Jon Cline has been working in IT since 1998 and is a very curious person. Erik has been in IT for 23 years and done just about everything you can imagine. Together, they’re never bored.
Lately, Erik has learned about enterprise Apex patterns as a way for packaging code. Jon discovered SFXD, a Salesforce Discord community where a bunch of pros share their wisdom, allowing anyone to learn from their mistakes and bypass that pain (here’s a helpful bit about flow patterns).
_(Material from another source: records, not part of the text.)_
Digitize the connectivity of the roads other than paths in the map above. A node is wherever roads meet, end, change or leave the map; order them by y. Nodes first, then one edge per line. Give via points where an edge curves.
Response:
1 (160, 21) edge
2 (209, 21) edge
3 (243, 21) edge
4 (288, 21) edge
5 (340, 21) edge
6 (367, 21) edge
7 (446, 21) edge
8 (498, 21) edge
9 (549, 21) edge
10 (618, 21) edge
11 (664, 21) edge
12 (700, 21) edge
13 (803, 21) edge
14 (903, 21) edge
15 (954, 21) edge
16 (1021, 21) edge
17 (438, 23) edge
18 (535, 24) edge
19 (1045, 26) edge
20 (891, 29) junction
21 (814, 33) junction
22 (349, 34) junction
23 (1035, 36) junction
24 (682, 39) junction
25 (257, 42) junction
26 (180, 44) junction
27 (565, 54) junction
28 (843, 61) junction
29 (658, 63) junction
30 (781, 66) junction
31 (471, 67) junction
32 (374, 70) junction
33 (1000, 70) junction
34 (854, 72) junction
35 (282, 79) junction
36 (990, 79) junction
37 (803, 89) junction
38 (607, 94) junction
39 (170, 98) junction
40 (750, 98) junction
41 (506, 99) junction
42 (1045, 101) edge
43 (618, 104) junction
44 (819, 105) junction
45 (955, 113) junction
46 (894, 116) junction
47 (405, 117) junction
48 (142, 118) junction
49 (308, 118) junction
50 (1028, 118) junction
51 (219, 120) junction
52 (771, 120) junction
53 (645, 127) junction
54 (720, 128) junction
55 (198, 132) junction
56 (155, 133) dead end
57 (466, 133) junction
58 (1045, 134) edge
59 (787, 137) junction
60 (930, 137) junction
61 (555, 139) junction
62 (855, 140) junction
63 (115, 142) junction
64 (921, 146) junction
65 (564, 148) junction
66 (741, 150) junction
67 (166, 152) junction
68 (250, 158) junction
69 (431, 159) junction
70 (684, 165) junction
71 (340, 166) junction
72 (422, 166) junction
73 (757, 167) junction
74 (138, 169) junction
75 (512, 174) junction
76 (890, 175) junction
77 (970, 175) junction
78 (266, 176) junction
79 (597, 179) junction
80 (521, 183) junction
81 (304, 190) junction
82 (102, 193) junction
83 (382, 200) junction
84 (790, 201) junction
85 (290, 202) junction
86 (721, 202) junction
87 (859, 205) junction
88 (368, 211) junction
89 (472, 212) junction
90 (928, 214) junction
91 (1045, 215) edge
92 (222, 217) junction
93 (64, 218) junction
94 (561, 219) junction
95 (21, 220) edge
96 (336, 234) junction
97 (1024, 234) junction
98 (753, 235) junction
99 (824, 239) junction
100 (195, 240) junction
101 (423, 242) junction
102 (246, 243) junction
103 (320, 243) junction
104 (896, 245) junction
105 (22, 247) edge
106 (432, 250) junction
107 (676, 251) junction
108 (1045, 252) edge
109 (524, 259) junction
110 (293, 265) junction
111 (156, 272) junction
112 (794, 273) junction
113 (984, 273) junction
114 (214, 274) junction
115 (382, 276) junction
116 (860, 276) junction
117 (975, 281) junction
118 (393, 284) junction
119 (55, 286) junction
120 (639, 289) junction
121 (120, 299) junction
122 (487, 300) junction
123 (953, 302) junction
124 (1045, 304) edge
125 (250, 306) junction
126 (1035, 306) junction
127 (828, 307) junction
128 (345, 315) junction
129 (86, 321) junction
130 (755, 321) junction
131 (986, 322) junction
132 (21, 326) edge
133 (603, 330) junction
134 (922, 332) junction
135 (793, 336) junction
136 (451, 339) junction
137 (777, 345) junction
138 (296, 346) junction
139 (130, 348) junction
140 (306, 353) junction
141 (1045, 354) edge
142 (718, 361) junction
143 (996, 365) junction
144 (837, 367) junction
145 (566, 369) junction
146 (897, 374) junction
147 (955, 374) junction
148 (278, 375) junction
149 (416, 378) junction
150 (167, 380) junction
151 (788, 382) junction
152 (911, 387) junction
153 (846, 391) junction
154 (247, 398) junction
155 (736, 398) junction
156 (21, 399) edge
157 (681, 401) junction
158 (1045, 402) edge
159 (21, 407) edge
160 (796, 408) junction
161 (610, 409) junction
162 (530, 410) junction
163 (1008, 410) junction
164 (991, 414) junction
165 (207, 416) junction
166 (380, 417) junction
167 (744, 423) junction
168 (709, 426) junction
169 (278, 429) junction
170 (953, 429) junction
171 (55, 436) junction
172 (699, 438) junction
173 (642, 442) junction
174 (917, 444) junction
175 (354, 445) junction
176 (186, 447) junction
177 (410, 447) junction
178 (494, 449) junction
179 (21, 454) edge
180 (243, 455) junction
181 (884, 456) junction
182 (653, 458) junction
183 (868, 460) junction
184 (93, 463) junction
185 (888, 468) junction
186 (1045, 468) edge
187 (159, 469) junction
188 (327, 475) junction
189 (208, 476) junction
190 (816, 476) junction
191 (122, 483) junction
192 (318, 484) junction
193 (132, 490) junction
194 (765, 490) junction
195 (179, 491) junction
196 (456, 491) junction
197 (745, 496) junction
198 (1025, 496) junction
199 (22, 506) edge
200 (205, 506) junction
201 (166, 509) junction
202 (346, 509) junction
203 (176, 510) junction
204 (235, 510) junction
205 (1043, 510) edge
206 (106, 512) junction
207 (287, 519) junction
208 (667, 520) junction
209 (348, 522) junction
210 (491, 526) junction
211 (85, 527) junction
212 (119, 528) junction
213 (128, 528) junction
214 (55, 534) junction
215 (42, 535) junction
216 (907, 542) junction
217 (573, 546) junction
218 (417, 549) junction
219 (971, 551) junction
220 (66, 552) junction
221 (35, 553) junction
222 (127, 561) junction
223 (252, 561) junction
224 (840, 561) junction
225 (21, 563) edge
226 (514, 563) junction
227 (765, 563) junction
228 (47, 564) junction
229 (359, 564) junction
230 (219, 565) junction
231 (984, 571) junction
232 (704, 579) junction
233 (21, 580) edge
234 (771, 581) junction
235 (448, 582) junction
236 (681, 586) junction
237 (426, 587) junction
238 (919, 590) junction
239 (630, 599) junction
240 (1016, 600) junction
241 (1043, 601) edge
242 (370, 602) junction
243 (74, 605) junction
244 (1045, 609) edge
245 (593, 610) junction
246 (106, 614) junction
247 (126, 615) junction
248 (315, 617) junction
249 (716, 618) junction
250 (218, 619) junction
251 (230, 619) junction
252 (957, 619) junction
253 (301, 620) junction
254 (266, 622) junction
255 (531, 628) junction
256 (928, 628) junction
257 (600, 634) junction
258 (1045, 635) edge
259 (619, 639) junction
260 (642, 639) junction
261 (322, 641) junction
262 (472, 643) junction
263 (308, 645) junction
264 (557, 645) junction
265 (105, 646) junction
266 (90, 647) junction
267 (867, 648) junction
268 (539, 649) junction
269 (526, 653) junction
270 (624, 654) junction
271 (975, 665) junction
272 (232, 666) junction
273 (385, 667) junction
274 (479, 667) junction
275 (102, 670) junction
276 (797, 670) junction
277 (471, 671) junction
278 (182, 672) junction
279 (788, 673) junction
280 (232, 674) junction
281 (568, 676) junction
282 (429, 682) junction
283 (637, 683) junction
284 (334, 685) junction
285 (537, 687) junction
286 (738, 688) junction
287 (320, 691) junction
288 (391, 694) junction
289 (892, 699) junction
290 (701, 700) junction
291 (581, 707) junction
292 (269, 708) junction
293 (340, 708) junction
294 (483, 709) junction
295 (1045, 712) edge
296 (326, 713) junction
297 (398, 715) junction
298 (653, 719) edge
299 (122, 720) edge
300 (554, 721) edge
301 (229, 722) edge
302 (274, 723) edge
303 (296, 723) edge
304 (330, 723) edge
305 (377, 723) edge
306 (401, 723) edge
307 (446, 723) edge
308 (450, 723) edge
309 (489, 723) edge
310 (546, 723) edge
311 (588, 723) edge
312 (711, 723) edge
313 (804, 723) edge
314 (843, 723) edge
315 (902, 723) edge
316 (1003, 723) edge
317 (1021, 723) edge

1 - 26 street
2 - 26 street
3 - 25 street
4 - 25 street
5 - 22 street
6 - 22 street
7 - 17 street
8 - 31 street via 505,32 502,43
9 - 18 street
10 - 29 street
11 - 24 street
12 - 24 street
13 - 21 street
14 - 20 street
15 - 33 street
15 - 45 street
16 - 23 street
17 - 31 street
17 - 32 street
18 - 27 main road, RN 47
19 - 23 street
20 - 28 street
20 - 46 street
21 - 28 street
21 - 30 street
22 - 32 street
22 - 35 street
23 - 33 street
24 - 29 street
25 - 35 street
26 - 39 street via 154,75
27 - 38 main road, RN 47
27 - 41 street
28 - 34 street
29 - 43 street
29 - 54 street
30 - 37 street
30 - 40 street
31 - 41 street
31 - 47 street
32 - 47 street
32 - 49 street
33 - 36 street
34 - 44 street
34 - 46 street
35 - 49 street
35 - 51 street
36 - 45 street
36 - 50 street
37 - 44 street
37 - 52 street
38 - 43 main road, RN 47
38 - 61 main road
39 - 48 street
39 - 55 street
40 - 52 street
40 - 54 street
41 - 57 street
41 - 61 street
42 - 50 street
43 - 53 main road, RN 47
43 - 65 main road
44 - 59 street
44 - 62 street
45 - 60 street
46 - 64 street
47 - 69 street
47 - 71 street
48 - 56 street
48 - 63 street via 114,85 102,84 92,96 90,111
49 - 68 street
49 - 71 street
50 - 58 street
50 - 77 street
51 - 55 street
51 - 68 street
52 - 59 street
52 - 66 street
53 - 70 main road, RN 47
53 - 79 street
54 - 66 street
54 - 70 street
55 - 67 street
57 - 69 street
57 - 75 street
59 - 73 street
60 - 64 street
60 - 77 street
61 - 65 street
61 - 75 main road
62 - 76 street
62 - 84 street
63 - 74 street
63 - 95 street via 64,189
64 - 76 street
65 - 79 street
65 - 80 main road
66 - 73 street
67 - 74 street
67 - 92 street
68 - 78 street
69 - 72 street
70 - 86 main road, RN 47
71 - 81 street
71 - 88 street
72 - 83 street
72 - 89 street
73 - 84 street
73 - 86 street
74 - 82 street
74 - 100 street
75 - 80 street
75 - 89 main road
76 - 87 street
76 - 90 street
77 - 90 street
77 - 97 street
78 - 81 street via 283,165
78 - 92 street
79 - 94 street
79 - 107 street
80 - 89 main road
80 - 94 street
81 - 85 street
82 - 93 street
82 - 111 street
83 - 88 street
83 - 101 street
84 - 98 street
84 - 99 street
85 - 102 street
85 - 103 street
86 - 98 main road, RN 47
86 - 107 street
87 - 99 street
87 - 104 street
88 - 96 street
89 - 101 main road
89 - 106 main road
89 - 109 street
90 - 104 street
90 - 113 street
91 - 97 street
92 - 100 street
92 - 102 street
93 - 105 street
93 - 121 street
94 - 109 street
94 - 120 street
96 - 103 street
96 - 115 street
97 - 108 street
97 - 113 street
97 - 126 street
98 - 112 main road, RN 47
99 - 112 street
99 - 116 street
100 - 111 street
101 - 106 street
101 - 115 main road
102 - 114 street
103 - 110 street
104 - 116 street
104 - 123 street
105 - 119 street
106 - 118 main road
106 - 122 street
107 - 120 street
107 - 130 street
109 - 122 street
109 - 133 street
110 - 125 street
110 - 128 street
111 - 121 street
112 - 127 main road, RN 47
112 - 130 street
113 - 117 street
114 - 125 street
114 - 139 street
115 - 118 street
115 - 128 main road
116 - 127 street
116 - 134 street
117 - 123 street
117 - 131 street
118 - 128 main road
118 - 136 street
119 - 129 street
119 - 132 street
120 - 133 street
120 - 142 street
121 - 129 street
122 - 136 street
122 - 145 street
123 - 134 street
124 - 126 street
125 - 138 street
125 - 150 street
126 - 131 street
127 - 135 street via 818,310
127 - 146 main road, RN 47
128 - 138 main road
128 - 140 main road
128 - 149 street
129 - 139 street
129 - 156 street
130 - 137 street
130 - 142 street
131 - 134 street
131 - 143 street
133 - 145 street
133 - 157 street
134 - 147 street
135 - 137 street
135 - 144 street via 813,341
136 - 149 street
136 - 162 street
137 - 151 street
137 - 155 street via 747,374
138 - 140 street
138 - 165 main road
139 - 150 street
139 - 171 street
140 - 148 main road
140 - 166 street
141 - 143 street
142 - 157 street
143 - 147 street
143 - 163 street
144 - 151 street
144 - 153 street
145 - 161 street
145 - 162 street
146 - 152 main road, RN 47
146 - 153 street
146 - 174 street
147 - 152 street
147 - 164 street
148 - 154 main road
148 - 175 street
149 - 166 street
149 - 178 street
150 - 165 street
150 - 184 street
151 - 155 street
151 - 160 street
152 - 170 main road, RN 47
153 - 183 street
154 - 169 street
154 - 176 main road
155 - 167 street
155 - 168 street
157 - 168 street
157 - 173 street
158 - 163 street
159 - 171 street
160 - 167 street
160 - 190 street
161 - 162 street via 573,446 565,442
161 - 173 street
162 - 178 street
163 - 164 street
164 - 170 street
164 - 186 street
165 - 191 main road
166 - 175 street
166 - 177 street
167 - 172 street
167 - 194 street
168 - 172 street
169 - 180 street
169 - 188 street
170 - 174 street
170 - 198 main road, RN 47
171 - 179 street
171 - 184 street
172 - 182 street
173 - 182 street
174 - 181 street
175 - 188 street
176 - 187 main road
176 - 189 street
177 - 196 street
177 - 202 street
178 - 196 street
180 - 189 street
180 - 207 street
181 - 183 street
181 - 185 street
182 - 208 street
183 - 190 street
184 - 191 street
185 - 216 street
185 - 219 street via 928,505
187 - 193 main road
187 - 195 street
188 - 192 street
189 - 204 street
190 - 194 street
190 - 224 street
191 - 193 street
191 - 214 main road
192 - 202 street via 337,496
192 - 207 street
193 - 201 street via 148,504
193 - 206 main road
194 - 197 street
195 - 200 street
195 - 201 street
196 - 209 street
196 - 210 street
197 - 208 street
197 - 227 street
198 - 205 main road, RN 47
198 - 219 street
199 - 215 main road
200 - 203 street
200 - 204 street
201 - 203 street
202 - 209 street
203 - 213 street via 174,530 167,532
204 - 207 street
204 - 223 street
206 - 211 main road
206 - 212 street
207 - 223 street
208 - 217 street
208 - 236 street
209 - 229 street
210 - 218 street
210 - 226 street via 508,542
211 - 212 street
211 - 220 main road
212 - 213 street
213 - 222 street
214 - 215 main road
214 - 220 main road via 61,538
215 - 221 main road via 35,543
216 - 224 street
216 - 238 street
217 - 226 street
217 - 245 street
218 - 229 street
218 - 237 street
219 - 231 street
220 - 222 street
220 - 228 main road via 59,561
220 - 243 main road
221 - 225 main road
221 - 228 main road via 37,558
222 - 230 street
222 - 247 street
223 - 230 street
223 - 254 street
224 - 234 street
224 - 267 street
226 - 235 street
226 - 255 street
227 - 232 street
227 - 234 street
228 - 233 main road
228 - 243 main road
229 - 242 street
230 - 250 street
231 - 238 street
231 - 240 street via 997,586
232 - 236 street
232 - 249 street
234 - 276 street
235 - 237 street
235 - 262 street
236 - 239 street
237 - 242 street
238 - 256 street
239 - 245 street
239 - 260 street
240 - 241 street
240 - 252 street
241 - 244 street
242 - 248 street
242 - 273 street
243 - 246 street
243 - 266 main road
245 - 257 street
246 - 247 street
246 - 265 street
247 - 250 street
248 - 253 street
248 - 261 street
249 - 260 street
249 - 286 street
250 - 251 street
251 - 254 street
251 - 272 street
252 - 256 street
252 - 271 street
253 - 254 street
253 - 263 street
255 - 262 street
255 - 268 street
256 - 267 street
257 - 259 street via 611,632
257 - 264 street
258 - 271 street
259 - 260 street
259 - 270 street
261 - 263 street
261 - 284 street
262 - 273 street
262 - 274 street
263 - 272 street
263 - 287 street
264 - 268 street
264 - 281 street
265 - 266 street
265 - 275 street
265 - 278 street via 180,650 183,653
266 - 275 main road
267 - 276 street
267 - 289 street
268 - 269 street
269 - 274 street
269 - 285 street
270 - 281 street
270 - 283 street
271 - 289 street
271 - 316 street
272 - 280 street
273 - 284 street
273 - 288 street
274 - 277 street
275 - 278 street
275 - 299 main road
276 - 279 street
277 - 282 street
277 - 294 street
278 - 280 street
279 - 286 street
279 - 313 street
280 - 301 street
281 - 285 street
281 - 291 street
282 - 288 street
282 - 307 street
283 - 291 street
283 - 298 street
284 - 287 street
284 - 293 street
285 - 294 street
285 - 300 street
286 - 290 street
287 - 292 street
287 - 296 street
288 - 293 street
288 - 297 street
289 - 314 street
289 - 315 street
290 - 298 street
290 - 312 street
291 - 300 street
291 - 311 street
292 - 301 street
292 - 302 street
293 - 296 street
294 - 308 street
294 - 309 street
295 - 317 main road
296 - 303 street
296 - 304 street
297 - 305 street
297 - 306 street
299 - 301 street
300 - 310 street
This episode’s one small thing? Deactivating a user. Imagine someone leaves the team and a new person comes on, so you go in and deactivate the old user and create a new one. No big deal, happens all the time. People often do it without thinking, ignoring the confirmation box, but it can break dependencies and integrations the deactivated user set up. And once they’re gone, they’re gone. Even worse, without proper documentation no one will even know they were there. Things will break with no explanation. A better way to accomplish the same thing without the drastic results is to use the mass reassignment tool or freezing users.
- Enterprise Apex Patterns: Service Layer and Domain & Selector Layers
- Jon took a quick vacation and came back to see the team culture he’s worked hard to build prominently displayed in historical Slack conversations.
- Erik dusted off his programming chops by creating a reverse logistics solution that felt a bit like a one-man band—taking existing pieces and building on top of them.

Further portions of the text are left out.